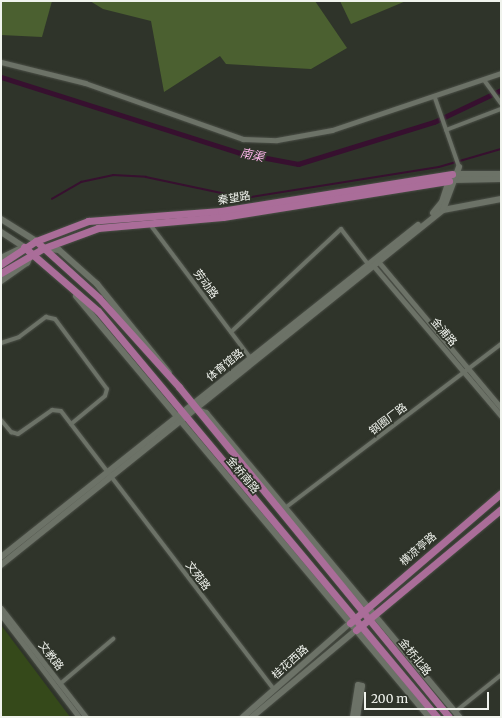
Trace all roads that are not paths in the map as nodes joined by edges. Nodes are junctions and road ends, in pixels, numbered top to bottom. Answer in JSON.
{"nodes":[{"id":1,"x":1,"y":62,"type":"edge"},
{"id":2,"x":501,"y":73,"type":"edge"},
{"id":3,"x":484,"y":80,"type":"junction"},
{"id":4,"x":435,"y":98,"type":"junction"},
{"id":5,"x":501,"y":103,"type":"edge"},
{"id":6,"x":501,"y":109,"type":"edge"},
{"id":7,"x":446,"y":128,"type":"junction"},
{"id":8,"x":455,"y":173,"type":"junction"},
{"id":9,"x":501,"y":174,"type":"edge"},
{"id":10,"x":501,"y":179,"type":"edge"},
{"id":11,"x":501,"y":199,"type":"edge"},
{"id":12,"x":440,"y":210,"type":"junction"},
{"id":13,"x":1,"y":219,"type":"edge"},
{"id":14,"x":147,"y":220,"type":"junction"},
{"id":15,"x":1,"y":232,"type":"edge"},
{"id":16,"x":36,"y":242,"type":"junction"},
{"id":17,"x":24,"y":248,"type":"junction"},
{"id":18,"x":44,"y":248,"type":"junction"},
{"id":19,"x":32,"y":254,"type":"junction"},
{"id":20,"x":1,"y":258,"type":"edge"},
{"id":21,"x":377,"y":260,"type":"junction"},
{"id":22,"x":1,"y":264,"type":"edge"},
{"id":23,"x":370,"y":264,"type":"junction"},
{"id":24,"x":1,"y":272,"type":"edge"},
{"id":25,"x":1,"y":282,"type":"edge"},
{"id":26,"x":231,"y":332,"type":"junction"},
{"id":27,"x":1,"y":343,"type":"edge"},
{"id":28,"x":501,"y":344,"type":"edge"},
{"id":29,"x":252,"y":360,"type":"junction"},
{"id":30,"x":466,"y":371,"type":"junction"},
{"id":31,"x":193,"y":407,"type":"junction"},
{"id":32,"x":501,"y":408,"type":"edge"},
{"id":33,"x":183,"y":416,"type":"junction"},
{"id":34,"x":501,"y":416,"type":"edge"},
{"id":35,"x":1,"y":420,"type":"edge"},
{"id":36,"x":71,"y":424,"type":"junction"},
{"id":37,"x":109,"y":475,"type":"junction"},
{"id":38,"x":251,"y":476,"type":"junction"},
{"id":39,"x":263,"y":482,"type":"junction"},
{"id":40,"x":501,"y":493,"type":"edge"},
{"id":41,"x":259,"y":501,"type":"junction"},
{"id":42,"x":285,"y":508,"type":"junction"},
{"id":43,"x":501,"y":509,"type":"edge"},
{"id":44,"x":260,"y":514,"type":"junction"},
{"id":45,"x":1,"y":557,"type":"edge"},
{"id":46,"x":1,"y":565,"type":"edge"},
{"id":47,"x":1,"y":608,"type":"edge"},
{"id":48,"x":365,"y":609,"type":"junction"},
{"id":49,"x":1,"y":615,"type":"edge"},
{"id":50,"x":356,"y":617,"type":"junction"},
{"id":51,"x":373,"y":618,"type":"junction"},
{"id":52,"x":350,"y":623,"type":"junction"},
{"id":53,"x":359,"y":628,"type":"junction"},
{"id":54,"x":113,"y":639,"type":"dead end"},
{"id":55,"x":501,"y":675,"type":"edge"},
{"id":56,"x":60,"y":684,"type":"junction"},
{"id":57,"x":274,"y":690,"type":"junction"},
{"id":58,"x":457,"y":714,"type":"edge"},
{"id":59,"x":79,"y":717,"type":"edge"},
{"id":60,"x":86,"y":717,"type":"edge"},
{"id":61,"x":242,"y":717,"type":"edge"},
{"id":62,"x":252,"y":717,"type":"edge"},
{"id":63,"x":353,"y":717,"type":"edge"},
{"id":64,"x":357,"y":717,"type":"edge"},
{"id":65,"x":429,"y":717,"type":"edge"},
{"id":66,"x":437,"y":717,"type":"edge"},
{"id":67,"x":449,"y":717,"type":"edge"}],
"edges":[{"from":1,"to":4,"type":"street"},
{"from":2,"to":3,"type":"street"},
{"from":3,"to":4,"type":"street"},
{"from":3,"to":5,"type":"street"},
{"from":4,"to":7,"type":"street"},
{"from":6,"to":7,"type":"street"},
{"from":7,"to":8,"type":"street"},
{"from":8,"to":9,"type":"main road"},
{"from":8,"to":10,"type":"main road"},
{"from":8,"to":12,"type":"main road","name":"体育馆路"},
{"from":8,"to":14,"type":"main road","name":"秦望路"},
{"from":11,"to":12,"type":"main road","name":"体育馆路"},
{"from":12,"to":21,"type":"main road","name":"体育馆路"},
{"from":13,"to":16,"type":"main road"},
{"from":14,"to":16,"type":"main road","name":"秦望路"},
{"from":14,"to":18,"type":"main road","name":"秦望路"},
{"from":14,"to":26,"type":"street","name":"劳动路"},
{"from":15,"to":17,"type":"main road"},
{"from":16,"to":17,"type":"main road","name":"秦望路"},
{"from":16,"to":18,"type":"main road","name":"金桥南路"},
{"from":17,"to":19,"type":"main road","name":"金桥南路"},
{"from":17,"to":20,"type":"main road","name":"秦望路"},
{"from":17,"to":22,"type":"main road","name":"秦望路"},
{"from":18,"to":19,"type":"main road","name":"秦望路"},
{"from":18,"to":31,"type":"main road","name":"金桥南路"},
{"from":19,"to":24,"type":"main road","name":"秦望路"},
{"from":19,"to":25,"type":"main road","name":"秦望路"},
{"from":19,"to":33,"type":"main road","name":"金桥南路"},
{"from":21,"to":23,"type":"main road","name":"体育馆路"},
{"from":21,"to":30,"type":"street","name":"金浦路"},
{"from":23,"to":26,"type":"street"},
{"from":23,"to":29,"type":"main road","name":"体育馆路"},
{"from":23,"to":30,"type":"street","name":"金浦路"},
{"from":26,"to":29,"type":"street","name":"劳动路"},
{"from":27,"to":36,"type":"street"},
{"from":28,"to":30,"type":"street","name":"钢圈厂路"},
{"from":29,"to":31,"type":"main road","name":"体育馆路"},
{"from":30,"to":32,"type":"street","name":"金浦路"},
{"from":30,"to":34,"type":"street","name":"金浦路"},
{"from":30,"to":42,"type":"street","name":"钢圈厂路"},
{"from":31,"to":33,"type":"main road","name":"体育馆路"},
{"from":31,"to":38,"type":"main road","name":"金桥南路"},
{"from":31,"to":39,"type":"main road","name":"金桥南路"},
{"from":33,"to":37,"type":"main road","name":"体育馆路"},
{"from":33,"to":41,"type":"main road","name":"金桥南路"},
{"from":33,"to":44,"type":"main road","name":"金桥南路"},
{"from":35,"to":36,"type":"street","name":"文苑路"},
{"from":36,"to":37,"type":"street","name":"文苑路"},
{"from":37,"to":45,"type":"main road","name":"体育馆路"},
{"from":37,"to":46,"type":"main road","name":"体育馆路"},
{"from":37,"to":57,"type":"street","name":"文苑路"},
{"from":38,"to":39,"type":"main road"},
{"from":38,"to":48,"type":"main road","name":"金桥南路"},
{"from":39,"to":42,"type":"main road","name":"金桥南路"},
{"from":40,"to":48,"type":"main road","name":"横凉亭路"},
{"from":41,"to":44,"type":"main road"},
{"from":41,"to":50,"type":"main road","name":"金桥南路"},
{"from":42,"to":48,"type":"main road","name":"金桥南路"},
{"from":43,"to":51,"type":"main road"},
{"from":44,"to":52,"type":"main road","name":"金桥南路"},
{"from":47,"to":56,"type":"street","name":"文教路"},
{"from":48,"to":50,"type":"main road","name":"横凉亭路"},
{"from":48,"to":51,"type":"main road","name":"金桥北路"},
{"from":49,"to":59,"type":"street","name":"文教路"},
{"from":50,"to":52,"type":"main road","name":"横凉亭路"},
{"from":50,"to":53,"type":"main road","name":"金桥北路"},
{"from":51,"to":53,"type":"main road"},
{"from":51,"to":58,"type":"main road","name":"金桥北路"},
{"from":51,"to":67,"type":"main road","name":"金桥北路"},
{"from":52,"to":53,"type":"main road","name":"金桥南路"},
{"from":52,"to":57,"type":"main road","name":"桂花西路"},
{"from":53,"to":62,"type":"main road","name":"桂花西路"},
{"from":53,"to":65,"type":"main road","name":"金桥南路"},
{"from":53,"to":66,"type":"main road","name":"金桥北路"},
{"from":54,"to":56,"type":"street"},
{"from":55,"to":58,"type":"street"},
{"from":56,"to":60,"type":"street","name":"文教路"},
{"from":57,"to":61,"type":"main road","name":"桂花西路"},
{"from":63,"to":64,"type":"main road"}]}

= = = =

◆ Problem description: Select the lines in this material that hold the word "钢圈厂路", leaving none out.

◆ Answer box:
{"from":28,"to":30,"type":"street","name":"钢圈厂路"},
{"from":30,"to":42,"type":"street","name":"钢圈厂路"},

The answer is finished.